For information on abstract submission click here. Closing date for abstract submission 20 December 2014.
For further information on our session click here, or “Continue reading” below…
- William Gosling [Open University, now University of Amsterdam]
- Phillip Jardine [Open University]
- Wesley Fraser [Oxford Brookes University]
- Barry Lomax [University of Nottingham]
Palaeocology is the study of past ecological assemblages, and how organisms interact with each other and their environment through time. As such it provides essential information on the maintenance of biodiversity, and the likely consequences of future environmental change on ecosystem functioning. Recent advances make a session in this area timely. We propose to highlight emerging techniques that are providing new insights into past organisms and their environments. Particular focus will be on techniques providing insight into: population dynamics (ancient DNA), ecosystem interactions (non-pollen palynomorphs), climate (leaf cell development, biomarkers), solar irradiance (organic geochemistry), and statistical methods for interrogating and integrating datasets.
Information on past ecosystem form and function has been difficult to obtain.

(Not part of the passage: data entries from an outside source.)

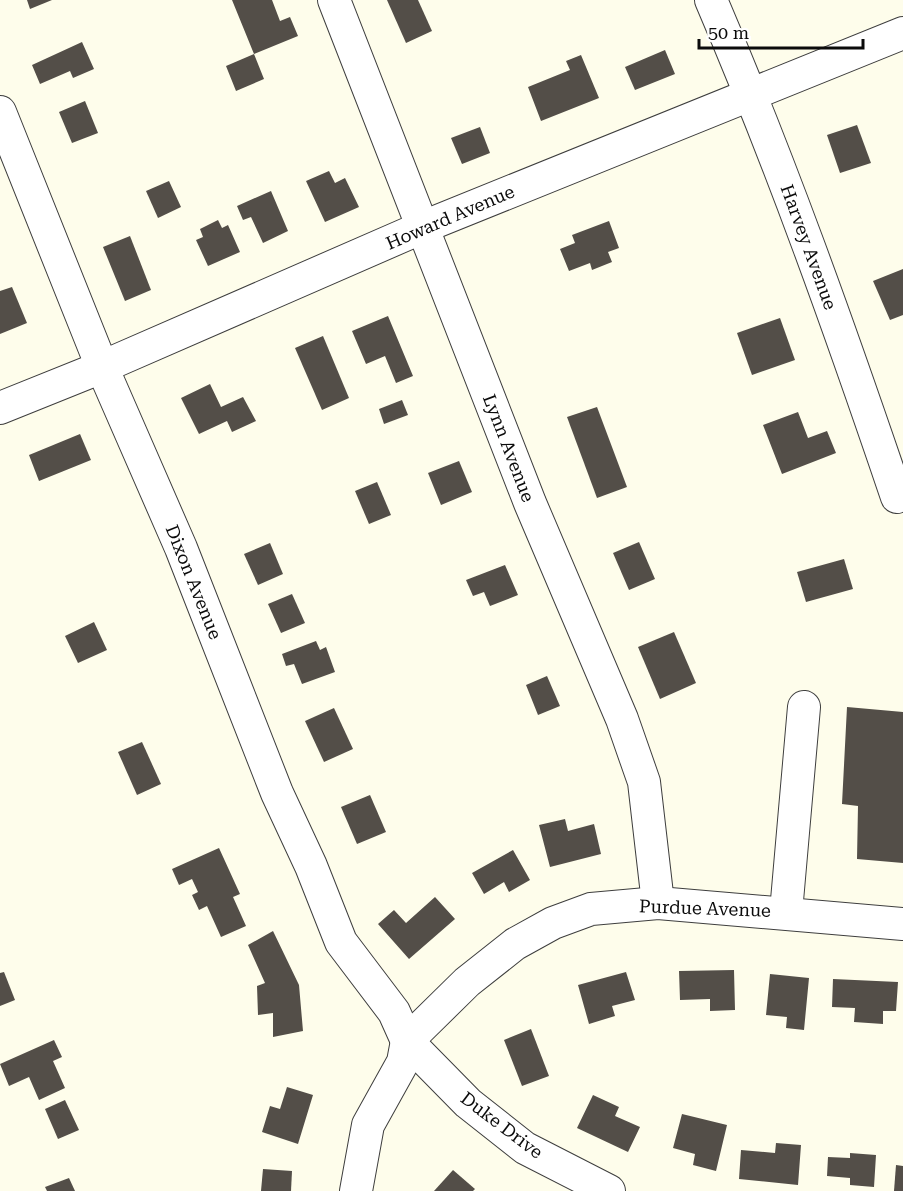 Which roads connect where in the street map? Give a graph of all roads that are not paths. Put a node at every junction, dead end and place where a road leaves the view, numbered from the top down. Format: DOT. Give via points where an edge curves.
graph roads {
  1 [pos="334,0"];
  2 [pos="711,0"];
  3 [pos="903,33"];
  4 [pos="751,94"];
  5 [pos="0,112"];
  6 [pos="423,227"];
  7 [pos="102,367"];
  8 [pos="0,408"];
  9 [pos="897,497"];
  10 [pos="804,707"];
  11 [pos="658,903"];
  12 [pos="786,912"];
  13 [pos="903,924"];
  14 [pos="407,1041"];
  15 [pos="356,1191"];
  16 [pos="609,1191"];
  1 -- 6 [label="street, Lynn Avenue"];
  2 -- 4 [label="street, Harvey Avenue"];
  3 -- 4 [label="street, Howard Avenue"];
  4 -- 6 [label="street, Howard Avenue"];
  4 -- 9 [label="street, Harvey Avenue" via="821,276"];
  5 -- 7 [label="street, Dixon Avenue"];
  6 -- 7 [label="street, Howard Avenue"];
  6 -- 11 [label="street, Lynn Avenue" via="644,782"];
  7 -- 8 [label="street, Howard Avenue"];
  7 -- 14 [label="street, Dixon Avenue" via="181,548 277,793 342,942 394,1012"];
  10 -- 12 [label="street"];
  11 -- 12 [label="street, Purdue Avenue"];
  11 -- 14 [label="street, Purdue Avenue" via="591,909 553,923 515,944 466,982"];
  12 -- 13 [label="street, Purdue Avenue"];
  14 -- 15 [label="street" via="403,1062 368,1125"];
  14 -- 16 [label="street, Duke Drive" via="468,1103 525,1148"];
}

Improving techniques for DNA extraction from fossil remains means that population dynamics can be reconstructed at the genome level for increasing numbers of animal and plant groups. While new understanding of non-pollen palynomorphs (e.g. fungal, algal and animal remains, plant tissue, charcoal) is helping to realize an independent understanding for multiple aspects of ecosystems.
The way in which organisms’ record information about the prevailing climatic conditions is also becoming better understood. Study of the physical development of leaf structure is providing new insight into changes in growth pattern related to seasonality, and organic biomarkers are providing insights into multiple aspects of past environments including temperature. Furthermore, organic geochemical technique advances based on ‘traditional’ proxies, such as pollen, shows that past ultraviolet radiation exposure/total solar irradiance flux can be reconstructed.
To ensure the robustness of the new techniques and to help knit the ever expanding multi-proxy toolbox together sophisticated numerical techniques are required. Recent advances in numerical modeling have led to the development of techniques that can work on large, overdispersed, multivariate datasets and take into account temporal and spatial autocorrelation among explanatory and response variables.
Fraser, W.T., Lomax, B.H., Jardine, P.E., Gosling, W.D. & Sephton, M.A. (2014) Pollen and spores as a passive monitor of ultraviolet radiation. Frontiers in Ecology and Evolution 2, Article 12.